Taking a step back, this film is ever-so-loosely based on the real life of Gabriele Amorth, a priest and official exorcist for the Catholic Church. He claims to have performed over one hundred thousand exorcisms in his life, though he would clarify that this does not mean 100K individual possessions, just times he prayed or conducted a ritual or whatever. It’s gobblygook hokum nonsense, let’s be clear. Anyway, set in the late ’80s, Crowe’s Amorth is brought before some Church council after that pig slaughter exorcism because they don’t believe that the Church needs an exorcist anymore. But he’s the Pope’s guy, so “if you have a problem with me, you talk to my boss!”* And then his boss/the Pope (Franco Nero) sends him off to Spain to investigate a possession, “something about [which] disturbs me greatly” (yes, the Pope feels disturbances in the force).

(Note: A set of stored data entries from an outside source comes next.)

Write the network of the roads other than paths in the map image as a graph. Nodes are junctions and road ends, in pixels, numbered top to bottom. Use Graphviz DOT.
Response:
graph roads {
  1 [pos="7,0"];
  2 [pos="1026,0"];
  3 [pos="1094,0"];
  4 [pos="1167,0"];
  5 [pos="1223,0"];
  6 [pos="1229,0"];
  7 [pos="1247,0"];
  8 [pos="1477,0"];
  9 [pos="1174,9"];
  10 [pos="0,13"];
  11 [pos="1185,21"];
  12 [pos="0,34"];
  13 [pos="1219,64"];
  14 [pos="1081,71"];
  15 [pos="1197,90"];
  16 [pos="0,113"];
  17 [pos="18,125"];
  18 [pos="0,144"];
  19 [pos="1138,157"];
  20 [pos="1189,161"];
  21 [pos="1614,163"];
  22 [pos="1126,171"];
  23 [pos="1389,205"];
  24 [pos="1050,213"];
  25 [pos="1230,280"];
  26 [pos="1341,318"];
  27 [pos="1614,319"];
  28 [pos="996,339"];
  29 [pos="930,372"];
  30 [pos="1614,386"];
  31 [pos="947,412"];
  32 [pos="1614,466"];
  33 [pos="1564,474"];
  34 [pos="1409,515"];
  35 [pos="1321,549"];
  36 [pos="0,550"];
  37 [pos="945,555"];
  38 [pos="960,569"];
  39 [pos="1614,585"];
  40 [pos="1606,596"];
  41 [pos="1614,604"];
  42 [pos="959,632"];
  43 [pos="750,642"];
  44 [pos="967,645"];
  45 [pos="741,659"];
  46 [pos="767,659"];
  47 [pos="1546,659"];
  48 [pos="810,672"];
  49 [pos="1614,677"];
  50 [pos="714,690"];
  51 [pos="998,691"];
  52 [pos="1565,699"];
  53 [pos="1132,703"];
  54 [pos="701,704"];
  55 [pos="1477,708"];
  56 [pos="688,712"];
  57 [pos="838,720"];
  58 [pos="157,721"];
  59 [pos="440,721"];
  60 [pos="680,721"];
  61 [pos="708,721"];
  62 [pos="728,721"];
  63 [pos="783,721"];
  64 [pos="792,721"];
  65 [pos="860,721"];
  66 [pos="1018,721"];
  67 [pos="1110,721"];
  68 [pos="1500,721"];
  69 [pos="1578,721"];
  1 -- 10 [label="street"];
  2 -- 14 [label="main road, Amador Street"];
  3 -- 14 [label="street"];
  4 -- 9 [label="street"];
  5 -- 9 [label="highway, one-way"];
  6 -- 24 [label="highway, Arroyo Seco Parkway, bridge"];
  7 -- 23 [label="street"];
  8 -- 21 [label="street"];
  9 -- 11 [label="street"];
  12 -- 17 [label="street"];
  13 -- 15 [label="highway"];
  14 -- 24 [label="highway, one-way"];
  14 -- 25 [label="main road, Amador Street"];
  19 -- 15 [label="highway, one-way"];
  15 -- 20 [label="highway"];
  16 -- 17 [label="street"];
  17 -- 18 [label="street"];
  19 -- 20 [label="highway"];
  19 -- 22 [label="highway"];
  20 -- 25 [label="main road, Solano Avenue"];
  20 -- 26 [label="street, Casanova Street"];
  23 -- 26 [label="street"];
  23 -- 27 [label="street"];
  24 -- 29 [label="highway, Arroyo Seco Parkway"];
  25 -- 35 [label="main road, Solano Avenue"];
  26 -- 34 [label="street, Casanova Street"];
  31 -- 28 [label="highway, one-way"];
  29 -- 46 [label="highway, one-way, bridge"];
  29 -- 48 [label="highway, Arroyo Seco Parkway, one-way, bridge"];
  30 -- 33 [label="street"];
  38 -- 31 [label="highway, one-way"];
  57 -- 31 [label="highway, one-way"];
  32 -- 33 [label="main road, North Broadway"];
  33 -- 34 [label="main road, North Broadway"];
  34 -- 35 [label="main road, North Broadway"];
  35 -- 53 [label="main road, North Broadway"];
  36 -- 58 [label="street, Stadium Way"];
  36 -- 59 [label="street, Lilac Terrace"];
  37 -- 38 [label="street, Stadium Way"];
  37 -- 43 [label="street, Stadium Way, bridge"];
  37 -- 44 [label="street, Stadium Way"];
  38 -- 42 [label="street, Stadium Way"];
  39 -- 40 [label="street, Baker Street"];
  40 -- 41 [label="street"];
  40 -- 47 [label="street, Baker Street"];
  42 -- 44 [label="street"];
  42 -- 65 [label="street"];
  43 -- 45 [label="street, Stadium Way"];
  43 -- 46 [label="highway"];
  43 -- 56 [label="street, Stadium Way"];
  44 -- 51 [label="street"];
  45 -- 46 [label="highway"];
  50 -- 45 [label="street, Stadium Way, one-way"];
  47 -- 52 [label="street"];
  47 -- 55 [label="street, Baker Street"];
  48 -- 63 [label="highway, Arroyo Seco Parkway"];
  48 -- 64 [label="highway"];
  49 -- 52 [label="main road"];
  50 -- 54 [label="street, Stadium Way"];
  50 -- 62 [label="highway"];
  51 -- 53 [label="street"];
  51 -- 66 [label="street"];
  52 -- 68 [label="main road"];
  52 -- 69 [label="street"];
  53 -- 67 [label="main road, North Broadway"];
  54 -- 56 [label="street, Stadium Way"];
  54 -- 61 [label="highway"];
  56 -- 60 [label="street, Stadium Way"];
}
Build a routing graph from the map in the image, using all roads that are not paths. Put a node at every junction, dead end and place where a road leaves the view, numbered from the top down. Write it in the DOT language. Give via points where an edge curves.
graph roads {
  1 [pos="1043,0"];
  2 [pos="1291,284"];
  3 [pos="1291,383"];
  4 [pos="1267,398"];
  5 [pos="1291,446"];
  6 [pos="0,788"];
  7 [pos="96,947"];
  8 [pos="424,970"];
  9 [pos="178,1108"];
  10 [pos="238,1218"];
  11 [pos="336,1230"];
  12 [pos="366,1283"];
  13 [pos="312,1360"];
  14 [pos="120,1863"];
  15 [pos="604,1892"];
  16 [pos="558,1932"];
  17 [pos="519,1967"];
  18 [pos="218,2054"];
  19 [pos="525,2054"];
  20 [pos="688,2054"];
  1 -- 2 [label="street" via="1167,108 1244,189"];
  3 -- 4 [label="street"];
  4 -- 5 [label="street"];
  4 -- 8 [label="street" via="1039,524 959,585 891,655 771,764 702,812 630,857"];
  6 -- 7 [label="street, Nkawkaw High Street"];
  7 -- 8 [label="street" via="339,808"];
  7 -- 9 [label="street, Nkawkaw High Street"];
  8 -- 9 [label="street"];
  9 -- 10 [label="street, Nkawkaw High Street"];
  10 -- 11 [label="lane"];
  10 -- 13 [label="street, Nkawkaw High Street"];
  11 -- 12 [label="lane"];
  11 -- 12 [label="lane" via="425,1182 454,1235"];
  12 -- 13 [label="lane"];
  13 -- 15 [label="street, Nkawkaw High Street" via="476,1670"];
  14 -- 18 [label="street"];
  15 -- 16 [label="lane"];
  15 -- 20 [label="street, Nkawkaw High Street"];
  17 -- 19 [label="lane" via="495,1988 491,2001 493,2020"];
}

*With his accent, I’m half surprised he didn’t go with “eh, fucka-you, Imma da Pope’s ghostbuster!”

Here, I’ll pause to praise the single best thing about the film, Crowe’s priest on a moped. We see this a few times and it legit rules.

In Spain, a family dealing with the loss of their, ahem, father figure, has moved into a quiet home. The son (Peter DeSouza-Feighoney) quickly ends up bedridden and out of sorts, and, well, you know where this is going. His mother (Alex Essoe) and sister (Laurel Marsden) get a local priest in, who does his best holding down the possessed fort until Padre Amorth shows up. This middle act of the film is the hardest part to get through. While competently put together and paced, it doesn’t offer much. The possession and exorcism stuff is pretty standard, not anything fun or interesting to add to the genre’s oeuvre. And worse yet, the possessed child is not very scary. At a minimum, freak my shit out, son. Instead, he mostly growls out some rote dialogue (“I am your worst fear, I am your demise,” etc.) and promises to corrupt the priests because he knows their sins.

Even as things start to ratchet up in the third act, we keep getting your run-of-the-mill stuff — spider kid climbing the ceiling, people getting whipped around, etc. The film does have one minorly interesting take on possessions by an amped-up super-demon that I won’t give away, although it doesn’t do much with the concept, which is a shame. Similarly a shame, late into the third act the movie finally loosens its collar and lets things go a bit batshit, right around the time it begs a callout to “nobody expects the Spanish Inquisition.” And here, reveling in the preposterous, it finally starts to have some fun. Unfortunately, it’s too little too late to save the film, especially when you consider the movie’s greatest sin. A sin that even Jesus himself has said is unforgivable. A sin that condemns The Pope’s Exorcist to hell. That sin comes in the form of Chekhov’s iron maiden. How are you gonna show an iron maiden, in a horror film, and not put someone in the iron maiden? I say this in the thickest of bad Italian accents while pinching my fingers and waving my hand, “it’s a travesty!”